|Liquidation of these ladies|
After the interview, I sat in a nearby corridor to read some emails and the pictured display caught my eye. Not only because the models are plus-size (not common in this land of the skinny and small) but because that middle dress is ridiculous. No, I'm kidding. Well, not completely.
It caught my eye because of the sign emblazoned on the window at chest level of these poor mannequins. It says "Liquidação" or Liquidation with some steamy looking smoke off the left corner. It seems to be asking for these ladies to be liquidated, or wiped out, if you do a direct translation. Because in English, liquidation does not mean "sale", it means a "settlement (assets cover liabilities), elimination or extermination" (see dictionary entry here--it's Princeton, you can believe it). We like to liquidate the enemy if you listen to some of the military talk. Neutralize preferably.
"Liquidação is a false friend, as I can almost hear my French teacher in high school say. Madame Dupres. Man, she scared the cookies out of me. Anyway, in Portuguese, "liquidação" can mean settlement, but seems to be more commonly used in the meaning of "fire sale" (hence the smoke coming from these ladies?).
You might also see "bota fora" ("put outside") which is my other favorite sign of a big sale. At D&D Shopping, it literally is "throw outside"--the on-sale furniture is outside the stores in the corridors of the mall. I think we call it a "sidewalk sale" in the US where we actually have sidewalks that are useable. Sorry, just a small jab today. Did it hurt? No.

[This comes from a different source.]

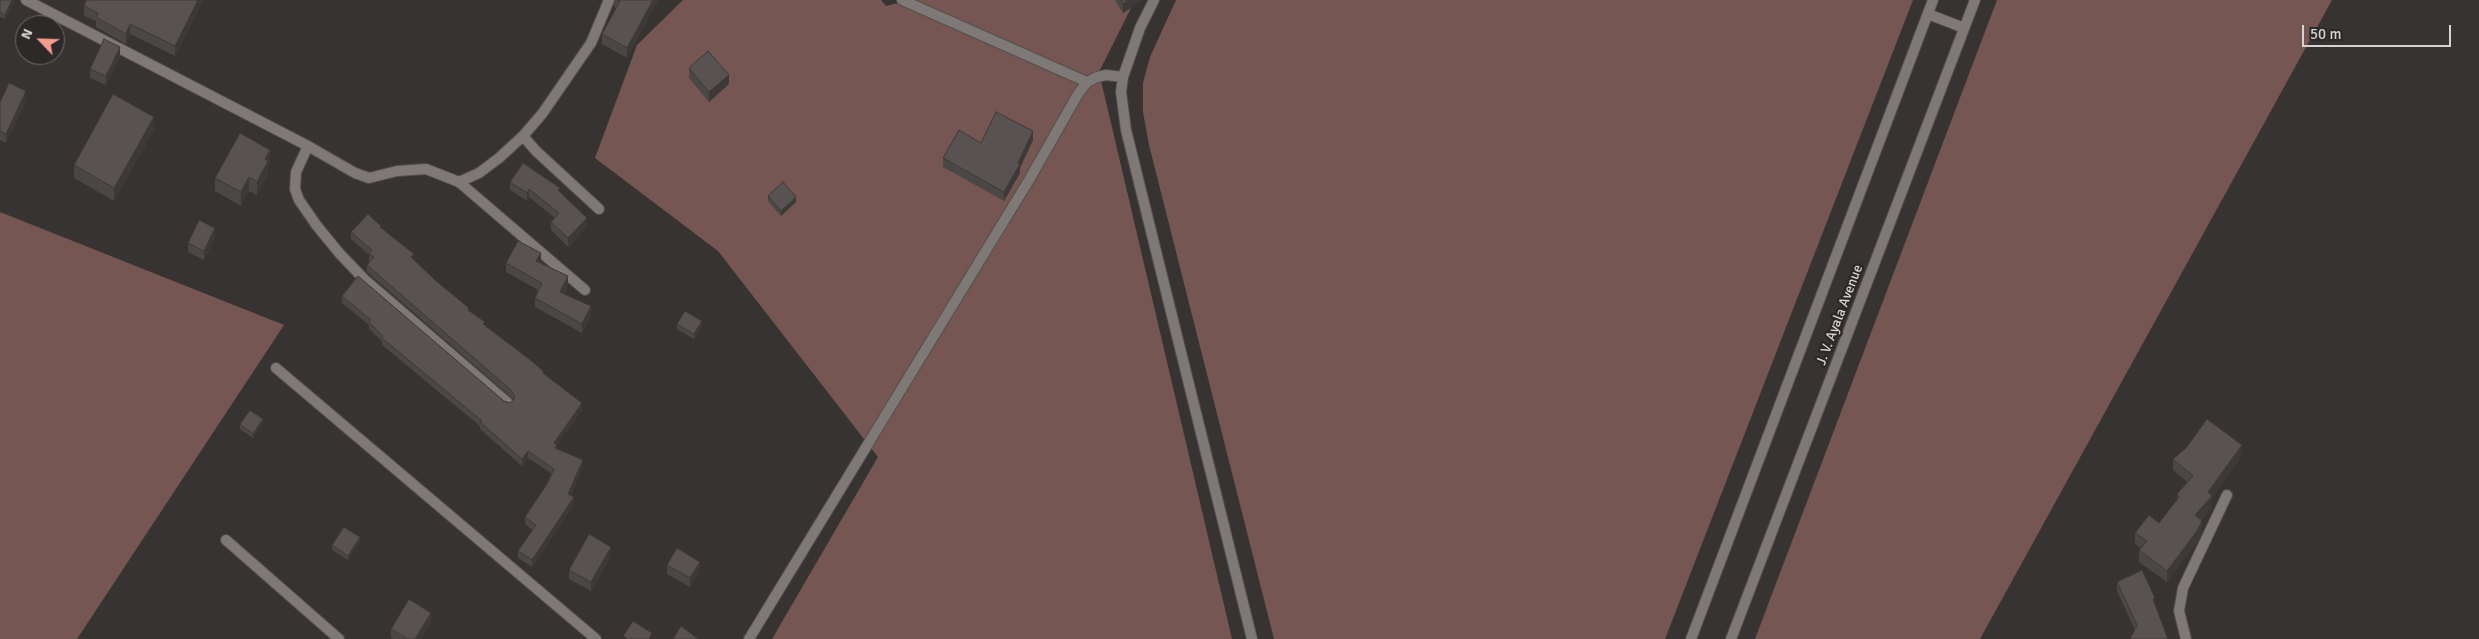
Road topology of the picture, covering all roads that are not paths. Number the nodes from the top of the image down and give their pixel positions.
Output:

The sign I cannot abide is one using "OFF". I can almost survive those shops that feel the need to be trendy and use "SALE" instead of "Desconto" (discount) or "Promoção" (promotion). But Off is not a Portuguese word and when you hear it here, it is pronounced "Offy". "Cinquenta por cento offy" (50% off) should not be allowed. There, I've said it. Let the crabby feedback begin. But before you do, take a look at this sign and tell me if it is okay:
I vote to liquidate (American sense) this sign.